== Listed records

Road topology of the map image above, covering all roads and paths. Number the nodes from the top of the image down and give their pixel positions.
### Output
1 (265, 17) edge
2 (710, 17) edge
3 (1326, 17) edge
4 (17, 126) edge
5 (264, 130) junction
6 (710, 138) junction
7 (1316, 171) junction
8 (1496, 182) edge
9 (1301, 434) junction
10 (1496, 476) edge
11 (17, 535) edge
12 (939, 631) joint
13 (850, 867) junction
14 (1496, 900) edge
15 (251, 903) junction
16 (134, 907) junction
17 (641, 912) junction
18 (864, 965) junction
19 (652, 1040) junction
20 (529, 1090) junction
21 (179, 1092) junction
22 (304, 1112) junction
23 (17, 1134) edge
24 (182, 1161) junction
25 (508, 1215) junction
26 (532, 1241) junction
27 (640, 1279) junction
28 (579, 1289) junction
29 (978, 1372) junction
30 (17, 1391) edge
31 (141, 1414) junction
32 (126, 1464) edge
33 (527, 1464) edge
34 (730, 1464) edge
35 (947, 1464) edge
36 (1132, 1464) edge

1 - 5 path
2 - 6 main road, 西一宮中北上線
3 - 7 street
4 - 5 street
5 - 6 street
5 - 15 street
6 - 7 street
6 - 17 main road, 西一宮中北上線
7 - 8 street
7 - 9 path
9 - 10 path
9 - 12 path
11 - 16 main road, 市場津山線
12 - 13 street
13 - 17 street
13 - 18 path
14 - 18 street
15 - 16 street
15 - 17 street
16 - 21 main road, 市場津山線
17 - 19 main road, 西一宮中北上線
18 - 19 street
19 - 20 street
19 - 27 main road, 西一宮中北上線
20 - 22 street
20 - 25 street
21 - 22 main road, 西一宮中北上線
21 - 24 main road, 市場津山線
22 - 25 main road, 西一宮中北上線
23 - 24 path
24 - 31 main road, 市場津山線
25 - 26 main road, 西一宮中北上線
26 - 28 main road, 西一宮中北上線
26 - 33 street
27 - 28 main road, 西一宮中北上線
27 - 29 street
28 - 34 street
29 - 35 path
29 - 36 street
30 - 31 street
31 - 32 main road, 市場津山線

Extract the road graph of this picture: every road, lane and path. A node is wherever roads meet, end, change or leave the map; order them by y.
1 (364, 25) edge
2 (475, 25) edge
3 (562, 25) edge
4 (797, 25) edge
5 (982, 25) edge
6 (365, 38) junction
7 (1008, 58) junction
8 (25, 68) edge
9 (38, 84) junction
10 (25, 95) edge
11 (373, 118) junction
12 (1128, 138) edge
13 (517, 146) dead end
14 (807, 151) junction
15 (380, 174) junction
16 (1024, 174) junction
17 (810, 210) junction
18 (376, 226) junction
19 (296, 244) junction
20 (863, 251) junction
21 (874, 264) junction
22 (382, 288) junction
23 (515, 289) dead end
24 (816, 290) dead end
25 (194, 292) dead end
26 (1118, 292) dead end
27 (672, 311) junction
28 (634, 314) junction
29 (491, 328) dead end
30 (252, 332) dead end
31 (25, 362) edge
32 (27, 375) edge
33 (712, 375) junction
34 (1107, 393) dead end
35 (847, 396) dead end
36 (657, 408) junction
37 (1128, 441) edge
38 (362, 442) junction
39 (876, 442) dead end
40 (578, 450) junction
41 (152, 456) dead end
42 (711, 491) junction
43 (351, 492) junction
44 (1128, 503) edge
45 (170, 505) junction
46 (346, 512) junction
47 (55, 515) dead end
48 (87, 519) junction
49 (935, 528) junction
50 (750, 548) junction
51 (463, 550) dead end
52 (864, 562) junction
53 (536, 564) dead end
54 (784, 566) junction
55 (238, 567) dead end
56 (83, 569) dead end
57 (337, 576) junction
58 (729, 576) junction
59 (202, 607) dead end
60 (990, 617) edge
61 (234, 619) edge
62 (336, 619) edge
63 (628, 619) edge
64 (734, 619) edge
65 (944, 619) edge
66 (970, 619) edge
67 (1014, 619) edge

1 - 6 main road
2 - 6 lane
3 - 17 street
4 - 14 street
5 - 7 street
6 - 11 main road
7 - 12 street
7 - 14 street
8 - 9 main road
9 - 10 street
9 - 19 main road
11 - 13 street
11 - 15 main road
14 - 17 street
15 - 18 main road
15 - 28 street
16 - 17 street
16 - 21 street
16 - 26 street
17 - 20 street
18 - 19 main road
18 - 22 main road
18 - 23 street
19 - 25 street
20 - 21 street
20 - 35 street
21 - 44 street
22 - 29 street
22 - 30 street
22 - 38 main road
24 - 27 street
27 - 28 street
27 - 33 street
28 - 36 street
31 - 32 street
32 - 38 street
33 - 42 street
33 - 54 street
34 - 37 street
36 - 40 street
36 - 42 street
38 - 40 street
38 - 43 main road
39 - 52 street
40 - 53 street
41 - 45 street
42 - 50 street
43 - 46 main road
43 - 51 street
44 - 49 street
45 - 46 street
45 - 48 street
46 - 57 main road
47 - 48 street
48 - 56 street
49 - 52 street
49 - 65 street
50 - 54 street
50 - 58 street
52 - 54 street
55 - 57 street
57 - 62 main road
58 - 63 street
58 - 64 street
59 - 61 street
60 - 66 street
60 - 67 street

====

Exercise brief.
Your response should consist of the records, printed exactly.

Response area.
Road topology of the map image above, covering all roads and paths. Number the nodes from the top of the image down and give their pixel positions.
### Output
1 (265, 17) edge
2 (710, 17) edge
3 (1326, 17) edge
4 (17, 126) edge
5 (264, 130) junction
6 (710, 138) junction
7 (1316, 171) junction
8 (1496, 182) edge
9 (1301, 434) junction
10 (1496, 476) edge
11 (17, 535) edge
12 (939, 631) joint
13 (850, 867) junction
14 (1496, 900) edge
15 (251, 903) junction
16 (134, 907) junction
17 (641, 912) junction
18 (864, 965) junction
19 (652, 1040) junction
20 (529, 1090) junction
21 (179, 1092) junction
22 (304, 1112) junction
23 (17, 1134) edge
24 (182, 1161) junction
25 (508, 1215) junction
26 (532, 1241) junction
27 (640, 1279) junction
28 (579, 1289) junction
29 (978, 1372) junction
30 (17, 1391) edge
31 (141, 1414) junction
32 (126, 1464) edge
33 (527, 1464) edge
34 (730, 1464) edge
35 (947, 1464) edge
36 (1132, 1464) edge

1 - 5 path
2 - 6 main road, 西一宮中北上線
3 - 7 street
4 - 5 street
5 - 6 street
5 - 15 street
6 - 7 street
6 - 17 main road, 西一宮中北上線
7 - 8 street
7 - 9 path
9 - 10 path
9 - 12 path
11 - 16 main road, 市場津山線
12 - 13 street
13 - 17 street
13 - 18 path
14 - 18 street
15 - 16 street
15 - 17 street
16 - 21 main road, 市場津山線
17 - 19 main road, 西一宮中北上線
18 - 19 street
19 - 20 street
19 - 27 main road, 西一宮中北上線
20 - 22 street
20 - 25 street
21 - 22 main road, 西一宮中北上線
21 - 24 main road, 市場津山線
22 - 25 main road, 西一宮中北上線
23 - 24 path
24 - 31 main road, 市場津山線
25 - 26 main road, 西一宮中北上線
26 - 28 main road, 西一宮中北上線
26 - 33 street
27 - 28 main road, 西一宮中北上線
27 - 29 street
28 - 34 street
29 - 35 path
29 - 36 street
30 - 31 street
31 - 32 main road, 市場津山線

Extract the road graph of this picture: every road, lane and path. A node is wherever roads meet, end, change or leave the map; order them by y.
1 (364, 25) edge
2 (475, 25) edge
3 (562, 25) edge
4 (797, 25) edge
5 (982, 25) edge
6 (365, 38) junction
7 (1008, 58) junction
8 (25, 68) edge
9 (38, 84) junction
10 (25, 95) edge
11 (373, 118) junction
12 (1128, 138) edge
13 (517, 146) dead end
14 (807, 151) junction
15 (380, 174) junction
16 (1024, 174) junction
17 (810, 210) junction
18 (376, 226) junction
19 (296, 244) junction
20 (863, 251) junction
21 (874, 264) junction
22 (382, 288) junction
23 (515, 289) dead end
24 (816, 290) dead end
25 (194, 292) dead end
26 (1118, 292) dead end
27 (672, 311) junction
28 (634, 314) junction
29 (491, 328) dead end
30 (252, 332) dead end
31 (25, 362) edge
32 (27, 375) edge
33 (712, 375) junction
34 (1107, 393) dead end
35 (847, 396) dead end
36 (657, 408) junction
37 (1128, 441) edge
38 (362, 442) junction
39 (876, 442) dead end
40 (578, 450) junction
41 (152, 456) dead end
42 (711, 491) junction
43 (351, 492) junction
44 (1128, 503) edge
45 (170, 505) junction
46 (346, 512) junction
47 (55, 515) dead end
48 (87, 519) junction
49 (935, 528) junction
50 (750, 548) junction
51 (463, 550) dead end
52 (864, 562) junction
53 (536, 564) dead end
54 (784, 566) junction
55 (238, 567) dead end
56 (83, 569) dead end
57 (337, 576) junction
58 (729, 576) junction
59 (202, 607) dead end
60 (990, 617) edge
61 (234, 619) edge
62 (336, 619) edge
63 (628, 619) edge
64 (734, 619) edge
65 (944, 619) edge
66 (970, 619) edge
67 (1014, 619) edge

1 - 6 main road
2 - 6 lane
3 - 17 street
4 - 14 street
5 - 7 street
6 - 11 main road
7 - 12 street
7 - 14 street
8 - 9 main road
9 - 10 street
9 - 19 main road
11 - 13 street
11 - 15 main road
14 - 17 street
15 - 18 main road
15 - 28 street
16 - 17 street
16 - 21 street
16 - 26 street
17 - 20 street
18 - 19 main road
18 - 22 main road
18 - 23 street
19 - 25 street
20 - 21 street
20 - 35 street
21 - 44 street
22 - 29 street
22 - 30 street
22 - 38 main road
24 - 27 street
27 - 28 street
27 - 33 street
28 - 36 street
31 - 32 street
32 - 38 street
33 - 42 street
33 - 54 street
34 - 37 street
36 - 40 street
36 - 42 street
38 - 40 street
38 - 43 main road
39 - 52 street
40 - 53 street
41 - 45 street
42 - 50 street
43 - 46 main road
43 - 51 street
44 - 49 street
45 - 46 street
45 - 48 street
46 - 57 main road
47 - 48 street
48 - 56 street
49 - 52 street
49 - 65 street
50 - 54 street
50 - 58 street
52 - 54 street
55 - 57 street
57 - 62 main road
58 - 63 street
58 - 64 street
59 - 61 street
60 - 66 street
60 - 67 street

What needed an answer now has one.